The crackdown on Hong Kong in response to anti-government protests that began in 2019 prompted complaints Beijing was eroding the autonomy and Western-style civil liberties promised when the former British colony returned to China in 1997.
An official of Hong Kong’s security bureau said a 2020 security law under which leading activists have been arrested “does not affect the legitimate rights” of the public to criticize official decisions or affect academic freedom.
“Nevertheless, such rights and freedoms are not absolute,” Simon Wong, a principal assistant secretary in the bureau, said. “If illegal acts are involved, they can be restricted by the law.”
On COVID-19, a health official, He Qinghua, said China's cooperation with the World Health Organization and other governments was “open and transparent, and the cooperation is also effective.”
An official of the ruling party’s United Front Work Department who was not identified by name said the “de-radicalization work” in the Xinjiang region of China, home to millions of Uyghurs and other mostly Muslim minorities, “does not target any region, ethnic group or any religious belief.”

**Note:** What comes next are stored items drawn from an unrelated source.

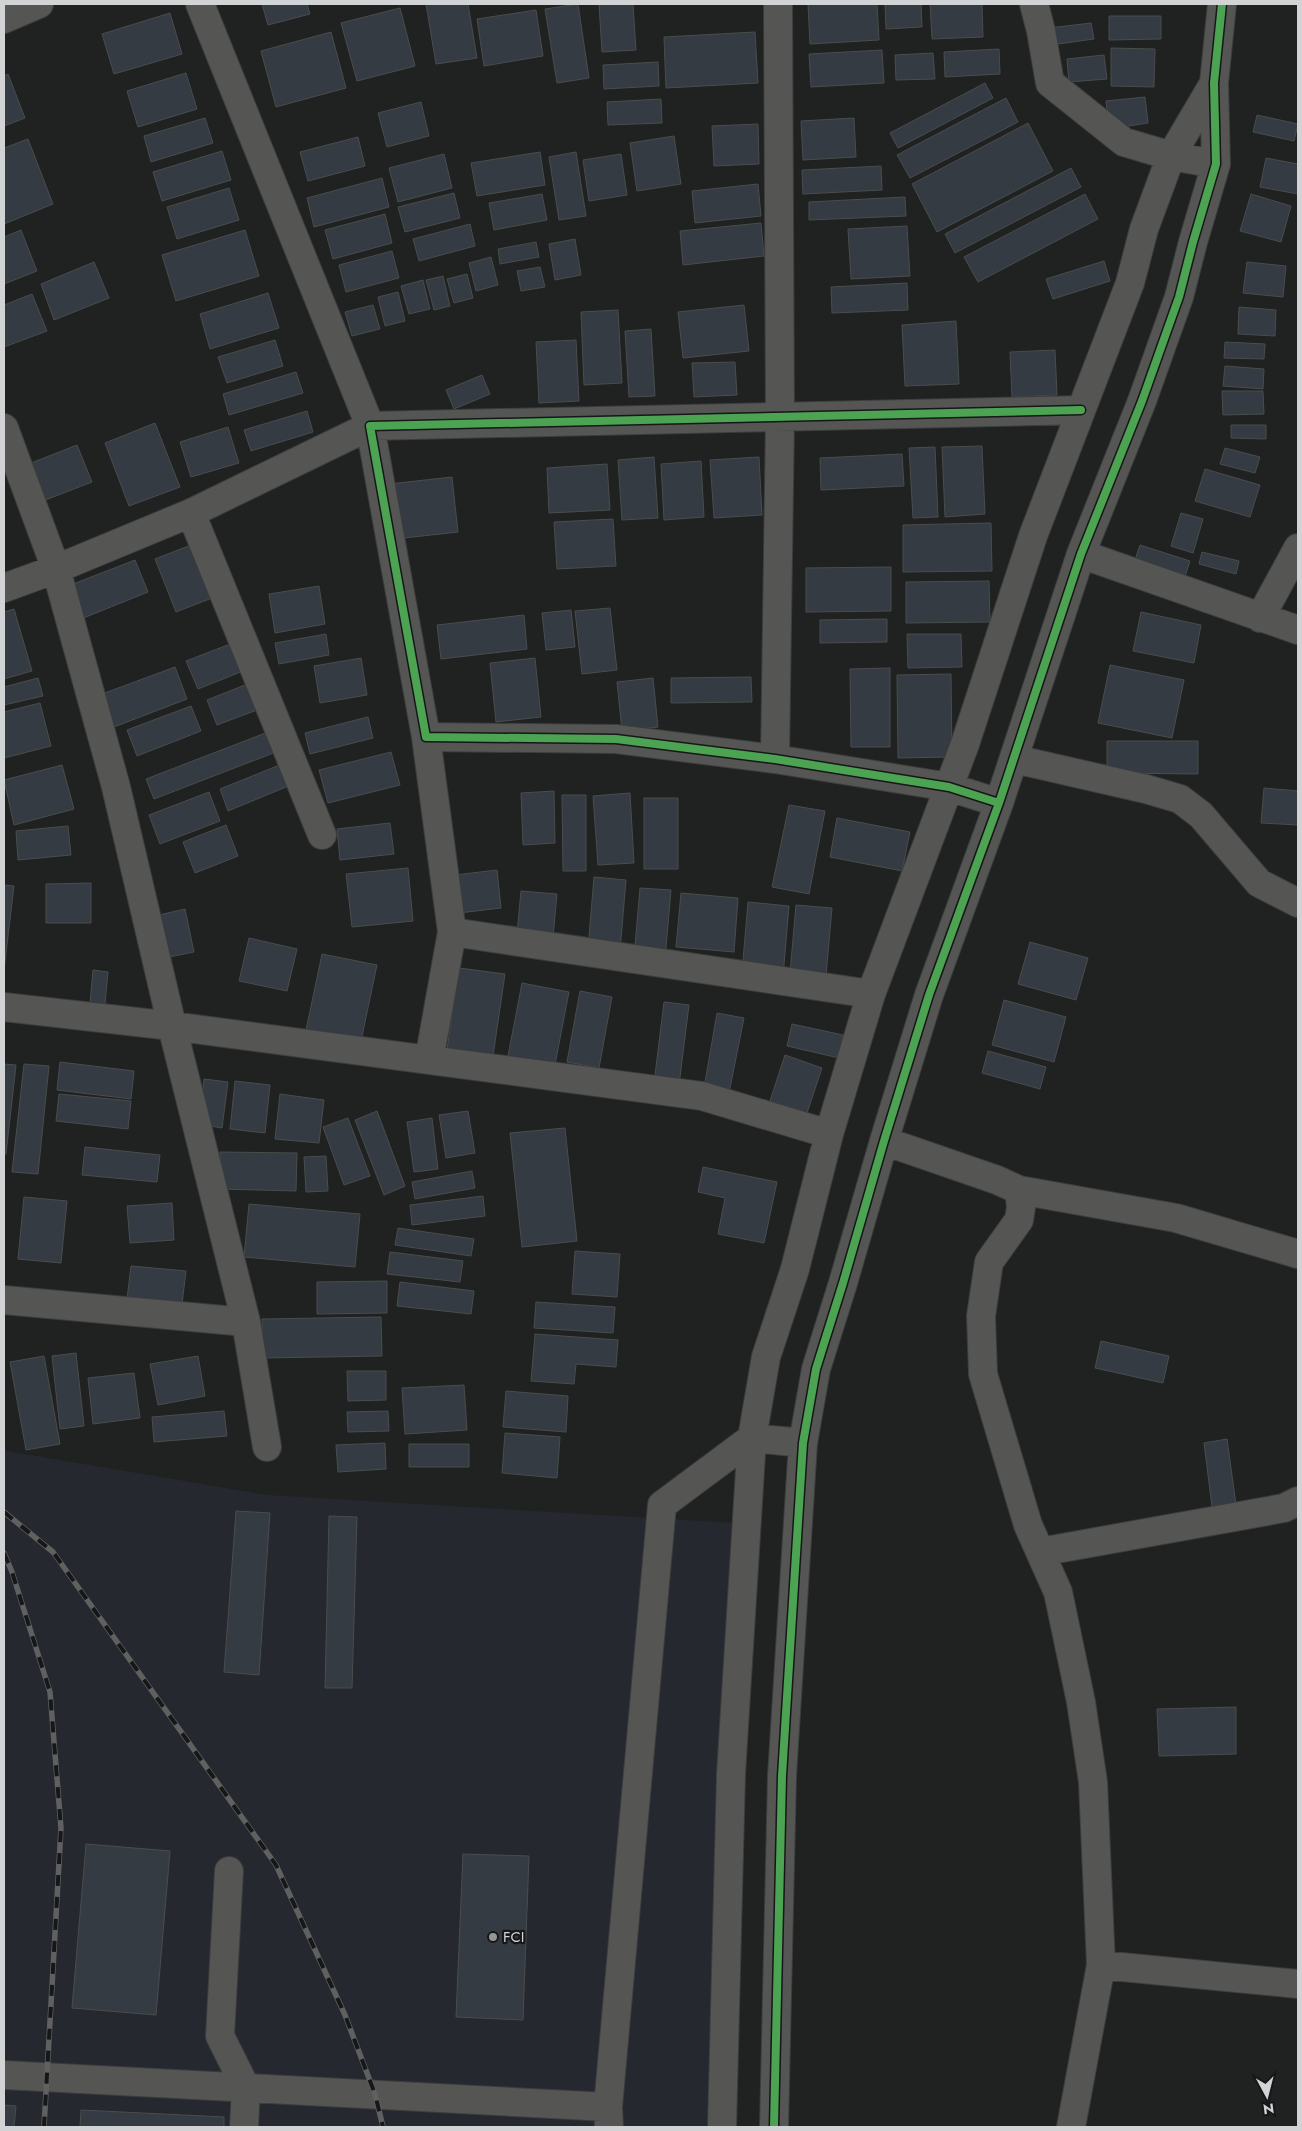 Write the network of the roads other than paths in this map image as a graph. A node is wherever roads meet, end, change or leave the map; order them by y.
1 (39, 4) edge
2 (200, 4) edge
3 (778, 4) edge
4 (1034, 4) edge
5 (1222, 4) edge
6 (4, 19) edge
7 (1214, 84) junction
8 (1171, 156) junction
9 (1216, 164) junction
10 (1081, 410) junction
11 (780, 418) junction
12 (370, 426) junction
13 (4, 428) edge
14 (191, 512) junction
15 (1298, 548) edge
16 (1081, 554) junction
17 (56, 569) junction
18 (4, 588) edge
19 (1260, 618) junction
20 (1298, 630) edge
21 (426, 736) junction
22 (775, 759) junction
23 (1014, 759) junction
24 (949, 787) junction
25 (999, 802) junction
26 (322, 834) dead end
27 (1298, 903) edge
28 (452, 932) junction
29 (871, 994) junction
30 (4, 1007) edge
31 (172, 1026) junction
32 (429, 1060) junction
33 (829, 1134) junction
34 (884, 1141) junction
35 (1019, 1190) junction
36 (1298, 1254) edge
37 (4, 1300) edge
38 (246, 1322) junction
39 (752, 1438) junction
40 (803, 1443) junction
41 (267, 1447) dead end
42 (1298, 1500) edge
43 (1040, 1552) junction
44 (229, 1871) dead end
45 (1101, 1965) junction
46 (1298, 1984) edge
47 (4, 2075) edge
48 (246, 2088) junction
49 (608, 2117) edge
50 (244, 2127) edge
51 (722, 2127) edge
52 (774, 2127) edge
53 (1071, 2127) edge

1 - 6 street
2 - 12 street
3 - 11 street
4 - 8 street
5 - 7 street
7 - 8 street
7 - 9 street
8 - 9 street
8 - 10 street
9 - 16 street
10 - 11 street
10 - 24 street
11 - 12 street
11 - 22 street
12 - 14 street
12 - 21 street
13 - 17 street
14 - 17 street
14 - 26 street
15 - 19 street
16 - 19 street
16 - 23 street
17 - 18 street
17 - 31 street
19 - 20 street
21 - 22 street
21 - 28 street
22 - 24 street
23 - 25 street
23 - 27 street
24 - 25 street
24 - 29 street
25 - 34 street
28 - 29 street
28 - 32 street
29 - 33 street
30 - 31 street
31 - 32 street
31 - 38 street
32 - 33 street
33 - 39 street
34 - 35 street
34 - 40 street
35 - 36 street
35 - 43 street
37 - 38 street
38 - 41 street
39 - 40 street
39 - 49 street
39 - 51 street
40 - 52 street
42 - 43 street
43 - 45 street
44 - 48 street
45 - 46 street
45 - 53 street
47 - 48 street
48 - 49 street
48 - 50 street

The U.S.-China Economic and Security Review Commission, a body created by Congress, has said the United Front is used “to co-opt and neutralize sources of potential opposition” to the ruling party’s authority and policies.
Chinese authorities acknowledge hundreds of thousands of people in Xinjiang were placed in what the ruling party calls “vocational centers.” They say those people received job training to promote economic development and fight extremist violence.
The U.N. panel is due to release a report with its conclusions and recommendations for China on March 6.
On Thursday, advocates for China's Uyghur people erected an exhibit near the U.N. offices with the faces of people whom they said have been detained or disappeared, some as young as 10.
“I hope that the committee members are going to be on the side of the justice,” Erkin Zunun, chief coordinator of the World Uyghur Congress, said.
Preeti Saran, the vice chair of the U.N. Committee on Economic, Social and Cultural Rights and a former Indian diplomat, cited reports of “widespread destruction of Uyghur cultural landmarks, including satellite imagery which shows widespread destruction of mosques, graveyards and shrines.”
She said one Chinese prefecture had banned use of the Uyghur language in favor of Mandarin.
“How has the state party ensured that ethnic minorities — notably Tibetans, Uyghurs, Hui, Kazaks, Mongols — fully exercise their right to preserve and participate in their cultural life, including using and teaching their own languages, history and culture, as well as practicing their religions freely without state intervention or retribution …?” she asked the Chinese delegation.